# Livraison AW6



## romsac (27 Septembre 2020)

Bonjour à tous je me permets d’ouvrir un petit sujet pour faire un suivi de vos commandes.

Pour ma part retard chez Darty ma 6 nike 44 cellular devait arriver vendredi ce sera lundi.


----------



## vincentn (28 Septembre 2020)

Vu les délais d'attente en ligne, achat aujourd'hui direct en Apple Store (à Paris) d'une Nike 44 GPS.  Il ne leur reste rien d'autre en gris sidéral. Quelques modèle en 40 aluminium bleu (très joli), un peu plus pour les modèles Red et aluminium argent.
Les aciers et en titane sont aussi au compte goutte.

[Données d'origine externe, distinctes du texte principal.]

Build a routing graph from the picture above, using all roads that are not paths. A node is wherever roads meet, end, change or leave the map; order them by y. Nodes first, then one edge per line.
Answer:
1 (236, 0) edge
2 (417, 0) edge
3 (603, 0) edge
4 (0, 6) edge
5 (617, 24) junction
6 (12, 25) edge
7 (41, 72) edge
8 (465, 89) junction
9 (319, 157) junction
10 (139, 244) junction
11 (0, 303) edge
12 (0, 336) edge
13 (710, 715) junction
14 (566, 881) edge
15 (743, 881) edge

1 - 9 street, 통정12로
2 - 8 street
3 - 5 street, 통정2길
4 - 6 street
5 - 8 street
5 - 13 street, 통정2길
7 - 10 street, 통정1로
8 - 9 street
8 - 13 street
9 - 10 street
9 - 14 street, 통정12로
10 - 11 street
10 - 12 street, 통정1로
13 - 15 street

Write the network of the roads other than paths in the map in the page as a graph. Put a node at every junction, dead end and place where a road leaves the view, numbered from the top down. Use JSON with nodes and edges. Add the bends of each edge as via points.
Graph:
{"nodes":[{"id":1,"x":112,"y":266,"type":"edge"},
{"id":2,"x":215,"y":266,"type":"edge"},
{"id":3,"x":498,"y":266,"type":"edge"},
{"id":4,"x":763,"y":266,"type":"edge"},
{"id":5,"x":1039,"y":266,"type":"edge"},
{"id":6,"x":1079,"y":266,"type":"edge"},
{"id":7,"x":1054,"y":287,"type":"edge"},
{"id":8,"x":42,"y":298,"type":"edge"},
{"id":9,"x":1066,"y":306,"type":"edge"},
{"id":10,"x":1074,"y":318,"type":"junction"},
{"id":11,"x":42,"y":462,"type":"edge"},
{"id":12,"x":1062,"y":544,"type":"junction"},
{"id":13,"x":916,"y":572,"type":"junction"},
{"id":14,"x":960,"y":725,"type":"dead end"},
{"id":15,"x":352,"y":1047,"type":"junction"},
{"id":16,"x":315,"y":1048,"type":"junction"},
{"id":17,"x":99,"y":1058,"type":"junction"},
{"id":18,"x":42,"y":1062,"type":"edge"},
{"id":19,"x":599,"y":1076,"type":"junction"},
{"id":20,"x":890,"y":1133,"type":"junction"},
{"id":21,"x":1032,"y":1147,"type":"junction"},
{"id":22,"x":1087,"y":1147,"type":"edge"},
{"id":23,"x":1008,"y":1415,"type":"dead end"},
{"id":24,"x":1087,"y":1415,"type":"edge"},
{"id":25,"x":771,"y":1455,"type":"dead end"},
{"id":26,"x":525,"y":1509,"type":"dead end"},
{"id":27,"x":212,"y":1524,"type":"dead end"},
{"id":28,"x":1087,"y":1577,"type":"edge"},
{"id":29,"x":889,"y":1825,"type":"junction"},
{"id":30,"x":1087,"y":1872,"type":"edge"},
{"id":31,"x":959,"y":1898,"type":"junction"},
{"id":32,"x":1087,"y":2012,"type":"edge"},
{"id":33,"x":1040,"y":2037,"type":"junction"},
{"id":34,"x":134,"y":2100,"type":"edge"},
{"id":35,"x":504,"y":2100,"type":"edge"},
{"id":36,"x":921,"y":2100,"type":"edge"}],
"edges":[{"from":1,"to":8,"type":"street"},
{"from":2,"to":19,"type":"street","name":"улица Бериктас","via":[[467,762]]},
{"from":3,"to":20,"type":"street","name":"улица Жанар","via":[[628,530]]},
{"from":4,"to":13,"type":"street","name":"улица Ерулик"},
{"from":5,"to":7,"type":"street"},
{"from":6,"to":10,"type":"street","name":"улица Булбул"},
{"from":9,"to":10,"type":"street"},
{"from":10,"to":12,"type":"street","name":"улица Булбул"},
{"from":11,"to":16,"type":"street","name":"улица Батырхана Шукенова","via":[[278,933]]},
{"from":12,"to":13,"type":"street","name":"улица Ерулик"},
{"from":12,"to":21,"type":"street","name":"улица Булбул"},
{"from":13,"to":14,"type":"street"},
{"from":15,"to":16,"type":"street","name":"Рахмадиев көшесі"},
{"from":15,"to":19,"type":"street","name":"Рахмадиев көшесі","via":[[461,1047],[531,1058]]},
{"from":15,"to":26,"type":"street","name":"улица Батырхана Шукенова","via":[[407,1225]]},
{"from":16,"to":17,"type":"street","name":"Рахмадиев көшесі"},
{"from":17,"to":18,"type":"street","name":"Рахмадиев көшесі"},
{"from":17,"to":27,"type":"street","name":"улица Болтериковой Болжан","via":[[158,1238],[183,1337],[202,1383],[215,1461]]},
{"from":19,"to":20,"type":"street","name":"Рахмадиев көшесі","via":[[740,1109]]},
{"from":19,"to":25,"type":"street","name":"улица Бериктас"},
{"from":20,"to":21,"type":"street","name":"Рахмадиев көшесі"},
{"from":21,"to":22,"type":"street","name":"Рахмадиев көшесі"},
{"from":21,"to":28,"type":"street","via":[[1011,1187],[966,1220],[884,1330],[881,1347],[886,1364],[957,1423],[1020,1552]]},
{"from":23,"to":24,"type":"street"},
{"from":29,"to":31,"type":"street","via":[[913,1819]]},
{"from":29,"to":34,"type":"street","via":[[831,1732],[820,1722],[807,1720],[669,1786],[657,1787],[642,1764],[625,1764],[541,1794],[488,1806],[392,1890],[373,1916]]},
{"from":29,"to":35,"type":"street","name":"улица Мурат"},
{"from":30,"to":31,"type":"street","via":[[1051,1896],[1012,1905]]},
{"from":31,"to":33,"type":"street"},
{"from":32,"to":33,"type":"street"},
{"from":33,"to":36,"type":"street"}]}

Concernant les nouveaux bracelets :

Très sympa, le vert kaki boucle tressé est magnifique (comme le noir) et confortable (mais faire très attention à la taille, moi qui ait un poignet fin, censé être en taille 6 suivant leurs mesures, ma vraie taille est en fait 5 !).
En revanche quasiment rien de dispo, quelque soit la taille, à part le rose et le rouge, qui ont un peu plus de stock. Et pas de visibilité sur les délais d'arrivage, dixit le vendeur.


----------



## naas (18 Octobre 2020)

Il faut compter un mois pour l’instant


----------